14 марта добровольческие части, завершив первую часть похода, соединились с отступившим из Екатеринодара 3-тысячным казачьим отрядом Кубанского правительства. После продолжительных споров с казаками, желавшими сохранить самостоятельное руководство, было подписано соглашение, по которому командование объединенными частями возлагалось на Лавра Корнилова.
Генерал развернул войска на Екатеринодар, и 28 марта начал штурм города. На протяжении 28‑30 марта Советы выдержали ряд приступов, успехов белые силы не достигли. Корнилов требовал продолжать штурм, однако его офицеры констатировали: Добровольческая армия оказалась на грани катастрофы. Командир Партизанского полка генерал-лейтенант М. Богаевский вспоминал: «настроение духа у всех было подавленное… Все части были сильно потрепаны и перемешаны. Часть кубанских казаков, пополнявших полки, расходятся по своим станицам, заметна утечка добровольцев…»[600].

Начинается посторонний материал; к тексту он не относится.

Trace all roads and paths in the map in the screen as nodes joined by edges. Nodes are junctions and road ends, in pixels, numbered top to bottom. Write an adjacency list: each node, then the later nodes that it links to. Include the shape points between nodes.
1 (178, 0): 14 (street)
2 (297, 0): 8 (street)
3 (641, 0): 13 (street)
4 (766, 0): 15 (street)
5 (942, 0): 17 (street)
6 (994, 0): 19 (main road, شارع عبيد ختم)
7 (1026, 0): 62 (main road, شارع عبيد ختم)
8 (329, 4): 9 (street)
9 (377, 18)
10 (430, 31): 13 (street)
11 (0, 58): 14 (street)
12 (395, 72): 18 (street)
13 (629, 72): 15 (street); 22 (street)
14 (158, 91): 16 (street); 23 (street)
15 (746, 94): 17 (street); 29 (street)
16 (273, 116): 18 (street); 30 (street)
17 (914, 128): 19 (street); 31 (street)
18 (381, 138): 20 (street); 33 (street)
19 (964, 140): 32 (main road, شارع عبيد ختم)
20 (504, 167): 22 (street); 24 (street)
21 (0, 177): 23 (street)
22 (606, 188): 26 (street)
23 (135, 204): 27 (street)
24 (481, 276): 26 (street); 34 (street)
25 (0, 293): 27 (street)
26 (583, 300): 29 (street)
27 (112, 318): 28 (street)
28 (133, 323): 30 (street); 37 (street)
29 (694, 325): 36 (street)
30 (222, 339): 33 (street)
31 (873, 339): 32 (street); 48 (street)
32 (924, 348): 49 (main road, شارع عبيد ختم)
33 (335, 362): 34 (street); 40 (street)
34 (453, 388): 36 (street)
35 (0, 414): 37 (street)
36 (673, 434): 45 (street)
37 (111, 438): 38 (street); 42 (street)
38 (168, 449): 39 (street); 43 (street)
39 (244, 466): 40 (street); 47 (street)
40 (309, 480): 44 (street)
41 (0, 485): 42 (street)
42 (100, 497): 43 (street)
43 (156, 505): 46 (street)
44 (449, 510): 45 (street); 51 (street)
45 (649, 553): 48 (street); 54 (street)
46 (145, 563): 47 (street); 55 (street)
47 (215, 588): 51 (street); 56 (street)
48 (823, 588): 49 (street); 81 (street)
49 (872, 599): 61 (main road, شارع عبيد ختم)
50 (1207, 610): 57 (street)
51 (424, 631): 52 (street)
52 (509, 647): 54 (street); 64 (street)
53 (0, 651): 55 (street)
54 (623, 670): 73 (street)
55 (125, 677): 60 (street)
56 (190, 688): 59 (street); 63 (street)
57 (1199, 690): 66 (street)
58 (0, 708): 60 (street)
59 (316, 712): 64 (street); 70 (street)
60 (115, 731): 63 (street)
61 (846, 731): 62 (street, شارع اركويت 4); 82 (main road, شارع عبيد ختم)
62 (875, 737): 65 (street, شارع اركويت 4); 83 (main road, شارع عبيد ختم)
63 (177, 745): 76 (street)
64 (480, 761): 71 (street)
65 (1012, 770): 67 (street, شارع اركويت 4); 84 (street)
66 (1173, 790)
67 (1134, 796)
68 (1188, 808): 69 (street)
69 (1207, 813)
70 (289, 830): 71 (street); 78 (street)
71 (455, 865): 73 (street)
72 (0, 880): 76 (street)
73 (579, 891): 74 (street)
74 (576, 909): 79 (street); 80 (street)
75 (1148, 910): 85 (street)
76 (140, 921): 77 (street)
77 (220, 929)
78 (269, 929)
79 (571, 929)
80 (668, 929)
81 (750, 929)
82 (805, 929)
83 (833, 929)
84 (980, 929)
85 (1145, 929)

Рано утром 31 марта в ходе артиллерийского обстрела генерал Корнилов был убит близким разрывом снаряда. Новый командующий армией генерал Деникин отдал приказ об отступлении. Остатки Добровольческой армии вновь перебазировались на Дон.
Такая возможность появилась у них в силу резких политических изменений, связанных с начавшимся наступлением германских войск. В начале мая немцы заняли Таганрог и Ростов-на-Дону. Избранный войсковым атаманом генерал Краснов, ранее отпущенный большевиками под честное слово не бороться с народной властью, сделал ставку на сотрудничество с Германией (позже, во время Великой Отечественной войны, он выступил под гитлеровскими знаменами).
И хотя весной 1918 года Краснов не подчинился Деникину, а Деникин не стал сотрудничать с Красновым, разгром последним Советов и создание Донской республики, как и германская оккупация, содействовали созданию плацдармов, на которых белые силы получили возможность организоваться, не испытывая постоянного давления красных.